This past week or two has honestly been pretty tough. Mostly because I’m flat exhausted due to working so much. I have one more day of work, then I’ll have a day off. And the rest of the week is a bit lighter. In twelve days, I’ve had one day off. That isn’t normal… Normally I will get two days off. Our shift leader has been out of the country, and we have not had one day without guests in a couple of weeks.
We are about to get into more of a routine in a few weeks. School starts soon, and we are switching from summer camps to Outdoor Education and retreats. These won’t be as chaotic for us in the kitchen, thankfully. The groups also tend to be smaller than camps.
I keep wondering if I can handle this job long-term, then I’m reminded that we are almost done with the hardest season. I just happened to start during the hardest season… I went from 0 to 100. I was sitting around most of the time before I started working. I currently have a daily average steps of 10,385 in the past 7 days. This is JUST from working, not from any running or intentional walks (with one day off in which I got less than half of that). I haven’t been able to exercise. I’m not just on my feet, but I am physically active the whole time. I’m just too exhausted.

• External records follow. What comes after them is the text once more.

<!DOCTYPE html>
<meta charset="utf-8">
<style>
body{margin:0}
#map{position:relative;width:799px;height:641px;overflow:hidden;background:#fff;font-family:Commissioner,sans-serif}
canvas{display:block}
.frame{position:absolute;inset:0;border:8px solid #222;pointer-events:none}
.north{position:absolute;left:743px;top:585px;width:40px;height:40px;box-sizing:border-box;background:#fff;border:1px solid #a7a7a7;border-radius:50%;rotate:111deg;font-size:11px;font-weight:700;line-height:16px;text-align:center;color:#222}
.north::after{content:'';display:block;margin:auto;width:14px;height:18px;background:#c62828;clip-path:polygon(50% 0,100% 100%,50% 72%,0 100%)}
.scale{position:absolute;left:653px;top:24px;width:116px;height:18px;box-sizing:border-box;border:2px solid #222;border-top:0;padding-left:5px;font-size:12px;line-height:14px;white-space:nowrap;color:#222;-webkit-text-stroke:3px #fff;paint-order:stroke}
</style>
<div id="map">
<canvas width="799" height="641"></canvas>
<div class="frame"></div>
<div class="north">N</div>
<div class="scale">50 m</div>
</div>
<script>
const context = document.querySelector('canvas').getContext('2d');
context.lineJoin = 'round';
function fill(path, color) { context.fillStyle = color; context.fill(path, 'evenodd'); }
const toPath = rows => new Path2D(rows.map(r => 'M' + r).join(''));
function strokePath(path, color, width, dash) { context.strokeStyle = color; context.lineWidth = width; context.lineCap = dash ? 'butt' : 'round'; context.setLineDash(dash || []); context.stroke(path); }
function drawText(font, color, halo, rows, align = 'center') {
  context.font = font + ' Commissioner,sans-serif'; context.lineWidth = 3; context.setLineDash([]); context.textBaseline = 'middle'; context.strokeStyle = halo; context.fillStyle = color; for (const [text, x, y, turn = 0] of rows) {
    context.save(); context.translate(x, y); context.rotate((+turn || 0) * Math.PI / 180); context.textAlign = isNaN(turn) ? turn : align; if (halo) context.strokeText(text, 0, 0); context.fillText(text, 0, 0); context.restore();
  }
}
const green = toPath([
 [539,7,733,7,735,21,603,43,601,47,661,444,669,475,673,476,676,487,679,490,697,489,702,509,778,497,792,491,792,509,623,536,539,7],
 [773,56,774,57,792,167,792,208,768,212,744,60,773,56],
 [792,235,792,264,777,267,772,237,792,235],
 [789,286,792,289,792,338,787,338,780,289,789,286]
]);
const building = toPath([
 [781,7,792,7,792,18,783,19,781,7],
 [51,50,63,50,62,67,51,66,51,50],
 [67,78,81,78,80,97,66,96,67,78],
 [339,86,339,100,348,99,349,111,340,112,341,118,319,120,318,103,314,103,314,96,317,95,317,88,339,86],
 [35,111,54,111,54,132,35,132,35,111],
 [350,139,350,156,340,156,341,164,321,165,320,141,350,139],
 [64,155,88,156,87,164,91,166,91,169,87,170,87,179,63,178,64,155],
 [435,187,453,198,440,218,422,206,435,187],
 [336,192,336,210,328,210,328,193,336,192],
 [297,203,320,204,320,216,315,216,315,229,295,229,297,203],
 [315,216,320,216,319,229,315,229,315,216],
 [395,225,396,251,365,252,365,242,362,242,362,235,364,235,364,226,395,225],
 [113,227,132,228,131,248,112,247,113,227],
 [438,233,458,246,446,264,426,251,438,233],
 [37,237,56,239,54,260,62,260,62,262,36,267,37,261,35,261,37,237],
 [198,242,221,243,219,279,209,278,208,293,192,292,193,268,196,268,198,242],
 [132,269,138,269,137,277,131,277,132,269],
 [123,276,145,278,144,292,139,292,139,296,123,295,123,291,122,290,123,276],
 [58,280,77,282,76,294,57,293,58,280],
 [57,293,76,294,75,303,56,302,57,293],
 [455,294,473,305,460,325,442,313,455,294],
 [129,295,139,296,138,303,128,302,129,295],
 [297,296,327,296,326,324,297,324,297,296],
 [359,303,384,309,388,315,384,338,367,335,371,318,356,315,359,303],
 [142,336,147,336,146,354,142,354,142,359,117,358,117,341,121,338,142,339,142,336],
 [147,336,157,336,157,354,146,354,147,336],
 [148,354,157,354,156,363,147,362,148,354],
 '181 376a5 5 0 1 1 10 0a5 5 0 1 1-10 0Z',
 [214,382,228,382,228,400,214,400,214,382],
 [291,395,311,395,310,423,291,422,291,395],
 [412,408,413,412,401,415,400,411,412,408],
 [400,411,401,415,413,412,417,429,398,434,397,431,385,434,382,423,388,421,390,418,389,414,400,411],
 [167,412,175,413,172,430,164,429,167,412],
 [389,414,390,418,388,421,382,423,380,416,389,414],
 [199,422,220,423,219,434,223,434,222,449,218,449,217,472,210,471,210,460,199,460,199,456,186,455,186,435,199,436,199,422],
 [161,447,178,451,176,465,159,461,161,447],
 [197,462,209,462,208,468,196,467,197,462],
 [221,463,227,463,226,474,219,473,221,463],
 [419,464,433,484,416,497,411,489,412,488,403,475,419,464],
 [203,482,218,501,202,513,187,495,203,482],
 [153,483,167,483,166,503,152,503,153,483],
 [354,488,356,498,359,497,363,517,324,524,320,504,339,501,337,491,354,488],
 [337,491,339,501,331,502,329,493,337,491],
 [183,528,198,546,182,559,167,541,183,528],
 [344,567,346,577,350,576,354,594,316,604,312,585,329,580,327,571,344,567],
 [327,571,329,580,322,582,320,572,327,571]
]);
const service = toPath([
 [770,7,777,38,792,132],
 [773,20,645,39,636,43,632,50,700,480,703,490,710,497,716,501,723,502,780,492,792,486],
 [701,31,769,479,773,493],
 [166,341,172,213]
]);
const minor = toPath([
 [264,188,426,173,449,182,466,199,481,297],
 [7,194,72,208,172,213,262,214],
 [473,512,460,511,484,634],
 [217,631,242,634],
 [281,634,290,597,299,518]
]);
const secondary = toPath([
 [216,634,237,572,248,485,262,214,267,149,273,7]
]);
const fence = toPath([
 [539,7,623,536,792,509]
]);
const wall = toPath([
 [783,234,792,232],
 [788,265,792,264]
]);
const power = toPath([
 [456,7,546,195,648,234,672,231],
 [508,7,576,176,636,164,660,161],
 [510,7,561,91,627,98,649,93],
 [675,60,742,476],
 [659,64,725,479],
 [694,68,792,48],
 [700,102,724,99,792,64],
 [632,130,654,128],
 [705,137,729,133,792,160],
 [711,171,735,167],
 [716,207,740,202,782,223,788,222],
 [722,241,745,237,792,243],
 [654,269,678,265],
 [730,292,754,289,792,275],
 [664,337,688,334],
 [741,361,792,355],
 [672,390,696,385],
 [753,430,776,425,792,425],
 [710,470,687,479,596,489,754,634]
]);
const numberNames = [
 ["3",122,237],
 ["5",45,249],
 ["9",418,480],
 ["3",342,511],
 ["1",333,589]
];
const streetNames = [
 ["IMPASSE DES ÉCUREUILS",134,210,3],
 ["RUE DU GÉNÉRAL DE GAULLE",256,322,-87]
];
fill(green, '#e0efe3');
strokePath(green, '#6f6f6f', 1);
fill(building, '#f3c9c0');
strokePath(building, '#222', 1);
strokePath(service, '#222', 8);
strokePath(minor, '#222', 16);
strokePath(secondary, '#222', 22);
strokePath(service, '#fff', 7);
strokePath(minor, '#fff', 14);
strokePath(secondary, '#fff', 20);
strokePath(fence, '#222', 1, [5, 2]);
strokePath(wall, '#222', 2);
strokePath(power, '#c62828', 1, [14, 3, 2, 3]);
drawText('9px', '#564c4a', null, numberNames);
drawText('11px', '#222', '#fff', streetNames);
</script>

I have gained a few pounds which is honestly kind of annoying since I’m really active every day. I’m also eating camp food every day, so there’s that. But I am no longer even eating snacks, and I’m moving a lot. Robert said that maybe it’s just that I’m getting older… he’s not wrong. He has been gaining as well. He used to be stick thin, and now he’s filling out a bit (which I honestly like). But it happens.
I’m ready to be able to focus on something else other than work. Again, I love my job, but I’m just worn out… and I do have a life outside of work. I am looking forward to trying to get back into exercising and nutrition (in a more sustainable way of course). I am looking forward to having days off to myself. The boys are both going to school full time, and I’m looking forward to the routine that comes with that (and the days to myself when I’m off). I’m excited about fall coming. This week, the high temps will be in the 70s most of the week. This is one of MANY reasons why I love Colorado. I’m excited about snow coming in a few months. Another reason I love living here. I just love my little life… it’s honestly a dream.
I never knew how much I would love working in the kitchen at camp. It has been surprising to be honest. I knew I would enjoy it to an extent, and I was excited about having something outside of my home to do and focus on. It has exceeded my expectations. I think the fact that I really enjoy the people that I work with makes all the difference. I never had great experiences as a teacher. Most of my co-workers were so difficult to work with, and I didn’t really develop friendships with people that I worked with. Of course, I am currently working with mostly teenagers, but I love that this is really my ministry. The teenagers. I also love the full time staff in general. They are all very supportive and encouraging and great to be around. There is no drama. It’s just so refreshing to me.
So. I will just keep trucking through these hard days knowing that it’ll get better. Camp work is never a normal 40 hour week, but I also know that things aren’t nearly as crazy here as they are at our last camp.
I honestly never thought I’d work full time at camp. I just assumed any work that I did would be outside of camp. I’m not sure why I felt that way. I didn’t think I’d want to work in the kitchen, honestly. And there aren’t a ton of options here for jobs. But God knew what I needed and knew what I would want even when I didn’t. It all happened so quickly and seamlessly. I’m just grateful.